National Director of CBRE’s Private Client Group, Richard Kirke, described the prices as a stellar result, with the sales translating to yields as low as 5.37%.

"The yields were pretty sharp in the market; there was no indication of softening. The prices which were achieved are the same as those which could have been achieved at the height of market in mid 2007.”

Kirke says the properties are a perfect example of ‘flight to quality’ (flow of funds from riskier to safer investments in times of marketplace uncertainty) which is demonstrated by the yields which were achieved.

The properties, offered with secure long-term leases of nine years and renewal options for a total term of up to 33 years, were hotly contested with over 100 people bidding for the branches. A crowd of between 150 and 300 attended each auction, with as many as 20 telephone bidders registering for one of the properties alone. The majority of purchasers were New Zealanders however one successful bidder phoned in from Germany and another from Holland. The dedicated website for the portfolio registered 2,100 people.

Christchurch managing director, Mark Macauley, says the excess of demand for portfolio purchases over the availability of portfolios for sale indicates that there is a strong demand for these types of transactions. He expects to see more deals of this nature.

The portfolio included regional and metropolitan branch sites across both the North Island and South Island. The North Island properties located in Auckland (Birkenhead, Onehunga, Pukekohe), Gisborne, New Plymouth and Palmerston North and 9 South Island properties, located in Blenheim, Nelson, Christchurch (Fitzgerald Ave), Ashburton, Timaru, Dunedin (Otago University), South Dunedin, Mosgiel and Invercargill.

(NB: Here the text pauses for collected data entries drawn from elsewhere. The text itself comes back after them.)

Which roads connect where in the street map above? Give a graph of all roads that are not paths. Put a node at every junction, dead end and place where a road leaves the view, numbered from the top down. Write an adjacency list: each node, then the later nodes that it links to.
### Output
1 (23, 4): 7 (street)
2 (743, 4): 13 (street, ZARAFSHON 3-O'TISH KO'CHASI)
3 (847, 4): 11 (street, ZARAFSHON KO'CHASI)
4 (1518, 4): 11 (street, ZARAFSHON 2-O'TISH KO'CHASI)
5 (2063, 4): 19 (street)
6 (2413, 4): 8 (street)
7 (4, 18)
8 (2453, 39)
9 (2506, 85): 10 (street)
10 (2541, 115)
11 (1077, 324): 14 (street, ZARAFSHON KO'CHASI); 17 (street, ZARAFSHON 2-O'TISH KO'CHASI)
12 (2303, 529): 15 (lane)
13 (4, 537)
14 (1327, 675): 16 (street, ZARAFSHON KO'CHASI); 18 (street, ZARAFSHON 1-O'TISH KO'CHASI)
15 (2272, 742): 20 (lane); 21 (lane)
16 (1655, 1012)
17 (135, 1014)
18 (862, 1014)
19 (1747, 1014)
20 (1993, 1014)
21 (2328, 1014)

Macauley described the portfolio sale as part of a continuing trend for corporates to unlock the value of their real estate holdings and reinvest funds in their core business activities.

“In the marketplace generally, many corporates are looking to reinvest capital in their business. Releasing the capital tied up in their properties is a common means of achieving this,” Mr Macauley said.

“Through a sale and leaseback programme companies can release funds, retain long-term occupancy of their sites and deploy capital more efficiently.”

According to Richard Horne, Senior Managing Director for CBRE, the successful portfolio sale is the result of a sound working relationship between CBRE and ANZ National.

“This successful portfolio sale clearly demonstrated the benefits of working with property advisors with both local and international capabilities and who clearly understand the commercial objectives and understood exactly what we were looking to achieve.”

The final sale prices were:

Birkenhead: 26 Birkenhead Avenue, $2.75 million,
Onehunga: 178-182 Onehunga Mall, $1.89 million
Pukekohe: 108-114 King St, $1.98 million
Gisborne: 36 Gladstone Rd, $1.97 million
New Plymouth: 41 Devon St West, $2.34 million
Palmerston North: 27-33 Rangitikei St, $3.41 million
Blenheim: 40-42 Market St, $2.25 million
Nelson: 248 Trafalgar St, $4.18 million
Christchurch: 64 Fitzgerald Avenue, $1.35 million
Timaru: 15-17 Church St, $1.26 million
Cromwell: 3 The Mall, $775,000
Dunedin: 62-68 Albany St, $1.98 million
South Dunedin: 163-165 King Edward St, $1.22 million
Mosgiel: 103 Gordon Rd, $1.07 million
Invercargill: 55 Kelvin St, $3.1 million.